Vincenzo stood with me during slow periods, gossiping in his silk waistcoat, his enormous gold watch flashing as he gestured. He told me about Ted, the pathologically shy, basketball-tall chef, who had once accidentally dated a famously unpleasant, severely alcoholic hostess for six months because he simply could not ask her to stop showing up at his apartment. I took a shine to Ted, who blushed whenever anyone made eye contact with him, and learned that I could get him to talk if I asked him about a dish or technique. You just create a double boiler and melt the espresso grounds and the chocolate that way, he would say, of a ganache that had prompted innumerable compliments to the chef. The only thing a risotto needs is your absolute attention.
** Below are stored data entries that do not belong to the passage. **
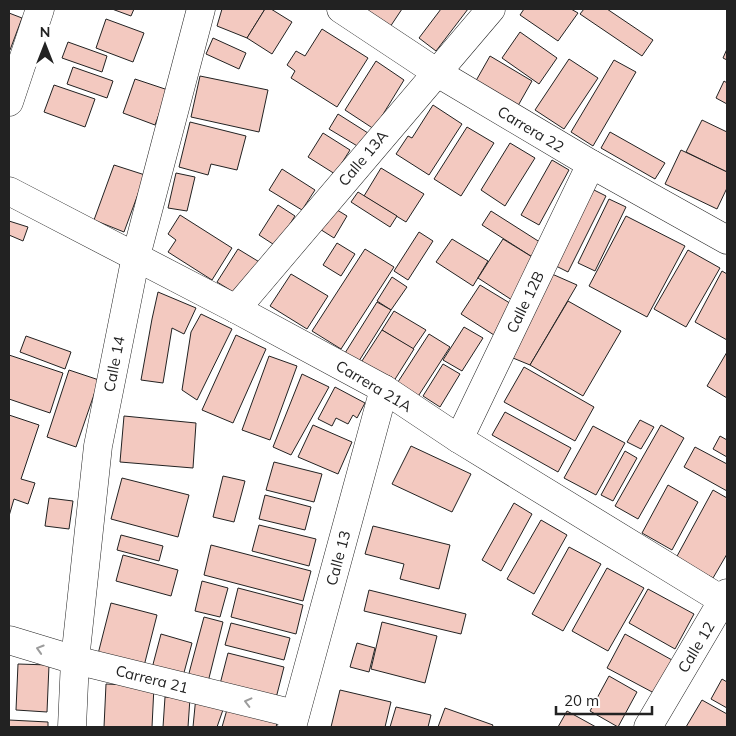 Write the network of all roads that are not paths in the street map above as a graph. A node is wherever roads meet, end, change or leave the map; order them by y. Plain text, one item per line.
1 (40, 9) edge
2 (202, 9) edge
3 (341, 9) edge
4 (491, 9) edge
5 (436, 72) junction
6 (9, 102) edge
7 (591, 164) junction
8 (9, 191) edge
9 (727, 240) edge
10 (136, 256) junction
11 (236, 309) junction
12 (384, 389) junction
13 (459, 439) junction
14 (726, 599) edge
15 (9, 640) edge
16 (75, 660) junction
17 (294, 720) edge
18 (72, 727) edge
19 (648, 727) edge

1 - 6 street
2 - 10 street, Calle 14
3 - 5 street, Carrera 22
4 - 5 street, Calle 13A
5 - 7 street, Carrera 22
5 - 11 street, Calle 13A
7 - 9 street, Carrera 22
7 - 13 street, Calle 12B
8 - 10 street, Carrera 21A
10 - 11 street, Carrera 21A
10 - 16 street, Calle 14
11 - 12 street, Carrera 21A
12 - 13 street, Carrera 21A
12 - 17 street, Calle 13
13 - 14 street, Carrera 21A
14 - 19 street, Calle 12
16 -> 15 street, Carrera 21
17 -> 16 street, Carrera 21
16 - 18 street, Calle 14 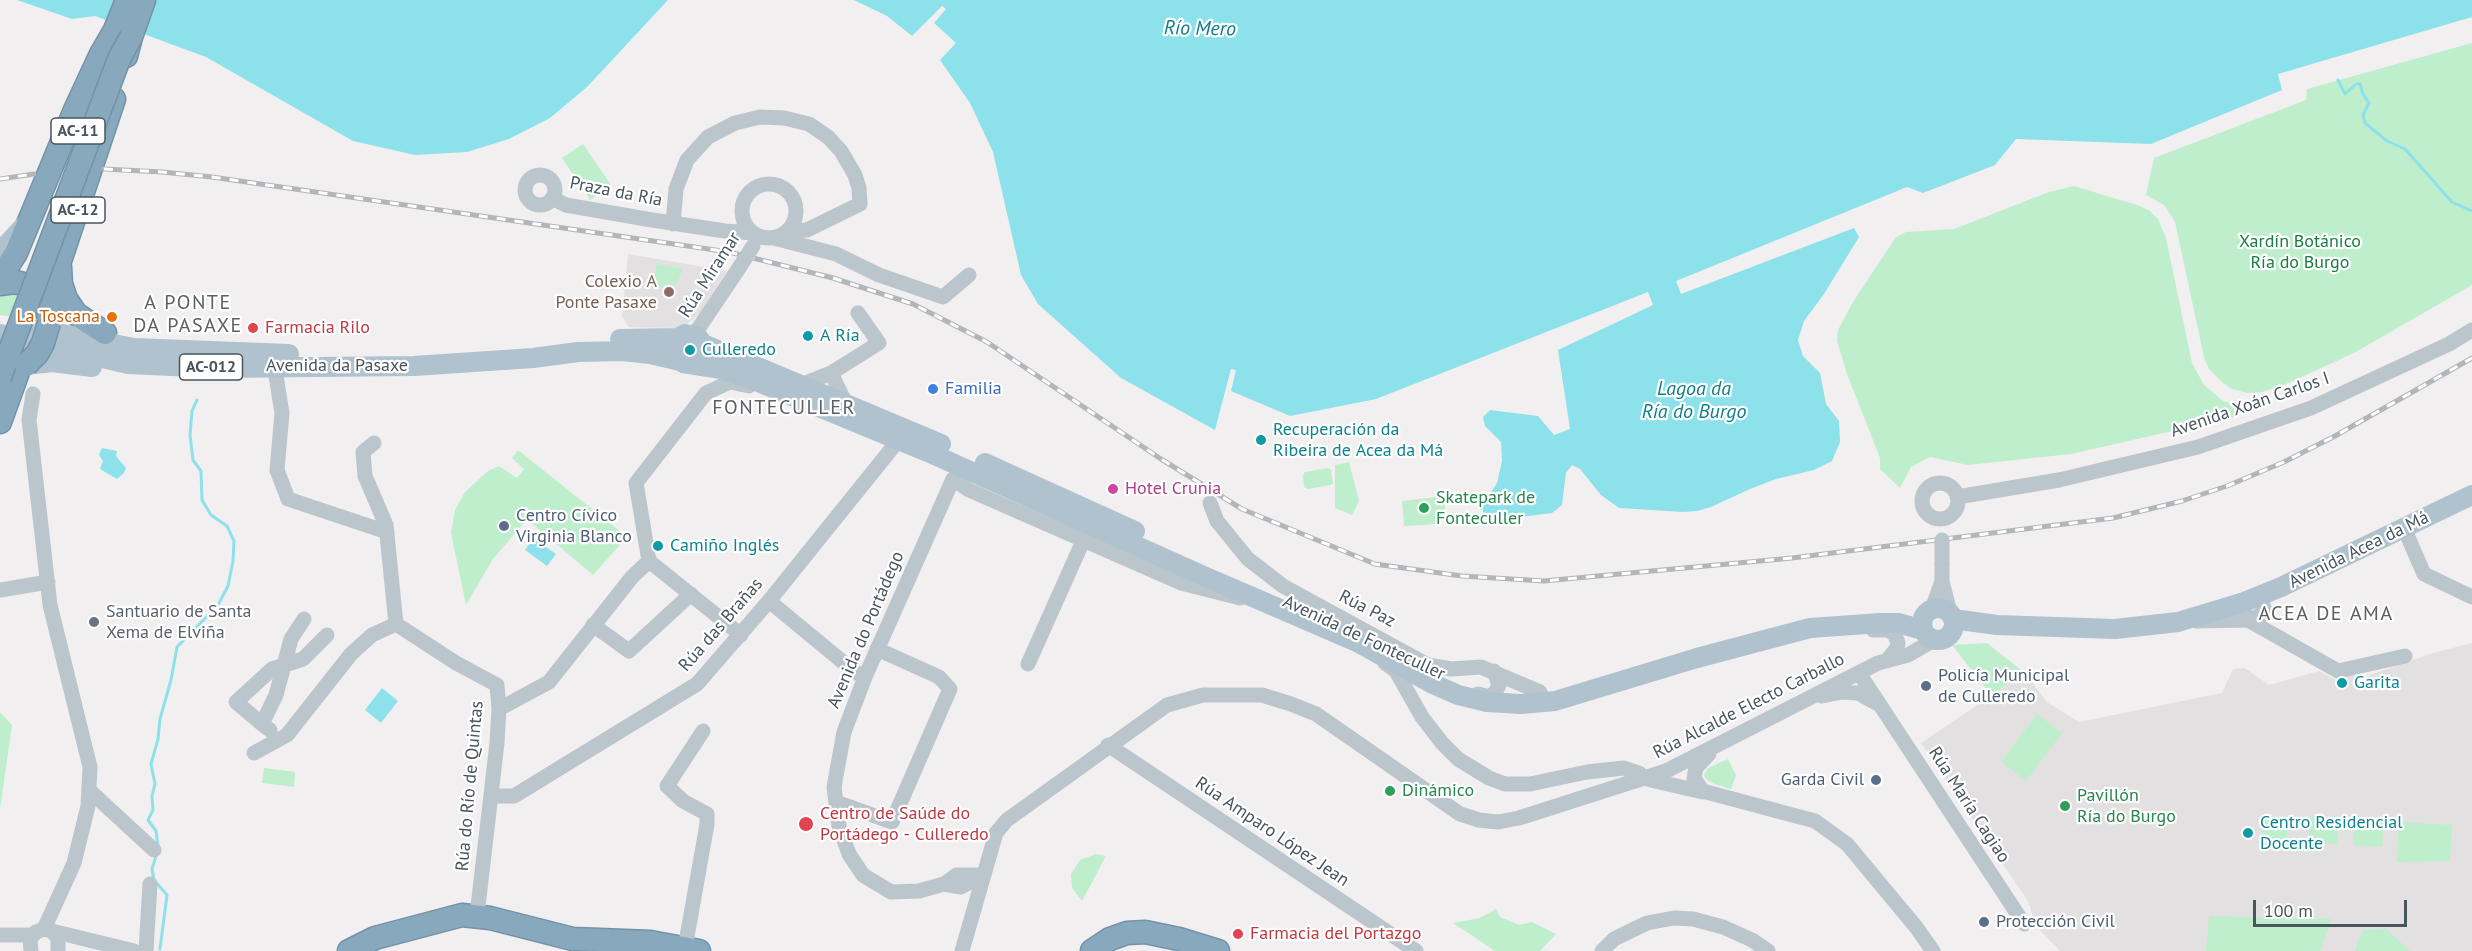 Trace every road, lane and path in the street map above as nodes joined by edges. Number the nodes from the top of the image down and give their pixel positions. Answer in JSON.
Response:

Because I was a fixture, only allowed to move about five feet in any direction, I became a confidante to others: Alain, a waiter,, who’d known Vincenzo 15 years, told me things in a low voice, made me promise not to let on. Did I know that Paolo had broken four of Vincenzo’s fingers in the kitchen of the family restaurant in Italy for making a salad incorrectly? That Vincenzo’s last motorcycle accident had hospitalised him, which was why his wife, Tina, forbade him to ever ride one again? That he wanted desperately to learn to swim, but had been too frightened, in two decades in California, to try?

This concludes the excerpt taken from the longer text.